*Your assignment:* From the entries below, return every line that includes the word "KELAB".

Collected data
---------------
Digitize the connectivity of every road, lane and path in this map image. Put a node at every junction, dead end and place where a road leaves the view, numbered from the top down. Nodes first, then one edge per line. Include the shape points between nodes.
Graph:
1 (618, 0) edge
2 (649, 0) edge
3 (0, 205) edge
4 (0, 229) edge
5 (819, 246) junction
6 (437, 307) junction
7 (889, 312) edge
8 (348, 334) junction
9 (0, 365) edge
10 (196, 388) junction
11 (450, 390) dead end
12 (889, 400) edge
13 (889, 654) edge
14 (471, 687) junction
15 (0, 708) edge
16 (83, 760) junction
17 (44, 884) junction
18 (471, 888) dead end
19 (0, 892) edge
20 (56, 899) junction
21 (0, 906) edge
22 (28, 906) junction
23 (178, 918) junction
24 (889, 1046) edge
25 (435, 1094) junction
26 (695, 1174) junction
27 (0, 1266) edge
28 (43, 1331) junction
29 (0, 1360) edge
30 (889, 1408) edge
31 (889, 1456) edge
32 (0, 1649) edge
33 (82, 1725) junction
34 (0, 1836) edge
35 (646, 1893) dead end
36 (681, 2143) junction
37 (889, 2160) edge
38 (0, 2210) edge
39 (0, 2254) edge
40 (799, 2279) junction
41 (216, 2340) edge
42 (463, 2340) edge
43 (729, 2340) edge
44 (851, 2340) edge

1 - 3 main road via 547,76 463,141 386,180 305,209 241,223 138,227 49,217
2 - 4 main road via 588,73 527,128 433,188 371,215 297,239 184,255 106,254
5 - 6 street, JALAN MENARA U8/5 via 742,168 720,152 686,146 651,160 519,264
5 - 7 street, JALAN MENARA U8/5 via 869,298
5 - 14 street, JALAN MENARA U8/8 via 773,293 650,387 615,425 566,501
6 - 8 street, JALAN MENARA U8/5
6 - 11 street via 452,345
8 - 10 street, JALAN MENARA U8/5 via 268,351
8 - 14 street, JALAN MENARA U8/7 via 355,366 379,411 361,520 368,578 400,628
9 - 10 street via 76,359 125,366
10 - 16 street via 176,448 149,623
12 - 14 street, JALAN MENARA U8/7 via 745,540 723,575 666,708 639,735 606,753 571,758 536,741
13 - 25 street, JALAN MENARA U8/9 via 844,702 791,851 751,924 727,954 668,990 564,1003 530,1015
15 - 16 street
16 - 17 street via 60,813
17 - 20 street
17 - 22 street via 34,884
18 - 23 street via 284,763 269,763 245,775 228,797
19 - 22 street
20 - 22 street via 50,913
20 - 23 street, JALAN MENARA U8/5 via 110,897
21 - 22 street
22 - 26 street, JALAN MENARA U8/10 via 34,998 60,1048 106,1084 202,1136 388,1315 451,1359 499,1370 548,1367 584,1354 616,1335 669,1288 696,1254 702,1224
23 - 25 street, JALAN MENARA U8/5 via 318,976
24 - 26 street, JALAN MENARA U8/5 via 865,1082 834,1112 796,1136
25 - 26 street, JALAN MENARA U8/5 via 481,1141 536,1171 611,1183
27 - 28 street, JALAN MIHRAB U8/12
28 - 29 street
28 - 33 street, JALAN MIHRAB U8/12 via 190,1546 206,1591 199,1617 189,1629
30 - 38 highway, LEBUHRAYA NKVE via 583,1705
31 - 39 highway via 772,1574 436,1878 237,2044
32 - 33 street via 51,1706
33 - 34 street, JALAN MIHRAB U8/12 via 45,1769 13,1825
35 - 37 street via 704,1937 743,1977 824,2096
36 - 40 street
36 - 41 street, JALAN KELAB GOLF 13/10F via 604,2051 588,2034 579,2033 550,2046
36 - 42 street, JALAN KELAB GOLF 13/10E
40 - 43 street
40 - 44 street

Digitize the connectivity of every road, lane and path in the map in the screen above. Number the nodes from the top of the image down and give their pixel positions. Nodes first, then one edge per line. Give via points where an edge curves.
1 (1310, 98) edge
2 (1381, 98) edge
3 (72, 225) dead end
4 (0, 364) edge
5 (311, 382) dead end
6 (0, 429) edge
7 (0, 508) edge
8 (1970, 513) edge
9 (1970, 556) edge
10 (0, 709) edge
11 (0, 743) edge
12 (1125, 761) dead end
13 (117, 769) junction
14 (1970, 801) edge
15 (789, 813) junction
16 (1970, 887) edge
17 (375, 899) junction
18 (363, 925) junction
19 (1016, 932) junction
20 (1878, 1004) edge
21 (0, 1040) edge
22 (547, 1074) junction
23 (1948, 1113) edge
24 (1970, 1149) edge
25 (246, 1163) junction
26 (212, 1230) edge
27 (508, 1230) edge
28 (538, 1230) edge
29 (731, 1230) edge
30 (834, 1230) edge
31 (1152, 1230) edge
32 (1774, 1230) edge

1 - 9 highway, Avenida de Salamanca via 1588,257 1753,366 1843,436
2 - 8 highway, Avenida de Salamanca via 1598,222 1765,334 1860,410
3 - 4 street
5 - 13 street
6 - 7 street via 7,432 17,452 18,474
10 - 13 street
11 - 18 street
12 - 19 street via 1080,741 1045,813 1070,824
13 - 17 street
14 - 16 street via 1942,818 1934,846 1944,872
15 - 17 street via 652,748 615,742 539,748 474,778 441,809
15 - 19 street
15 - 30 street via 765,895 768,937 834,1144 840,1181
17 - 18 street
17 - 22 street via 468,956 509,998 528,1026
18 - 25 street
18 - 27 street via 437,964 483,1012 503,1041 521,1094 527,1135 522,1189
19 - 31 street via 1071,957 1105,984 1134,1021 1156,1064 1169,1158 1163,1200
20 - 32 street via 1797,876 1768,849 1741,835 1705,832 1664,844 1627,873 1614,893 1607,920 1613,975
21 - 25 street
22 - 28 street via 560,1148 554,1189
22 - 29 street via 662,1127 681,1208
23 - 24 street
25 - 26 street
---------------
*Task result:*
36 - 41 street, JALAN KELAB GOLF 13/10F via 604,2051 588,2034 579,2033 550,2046
36 - 42 street, JALAN KELAB GOLF 13/10E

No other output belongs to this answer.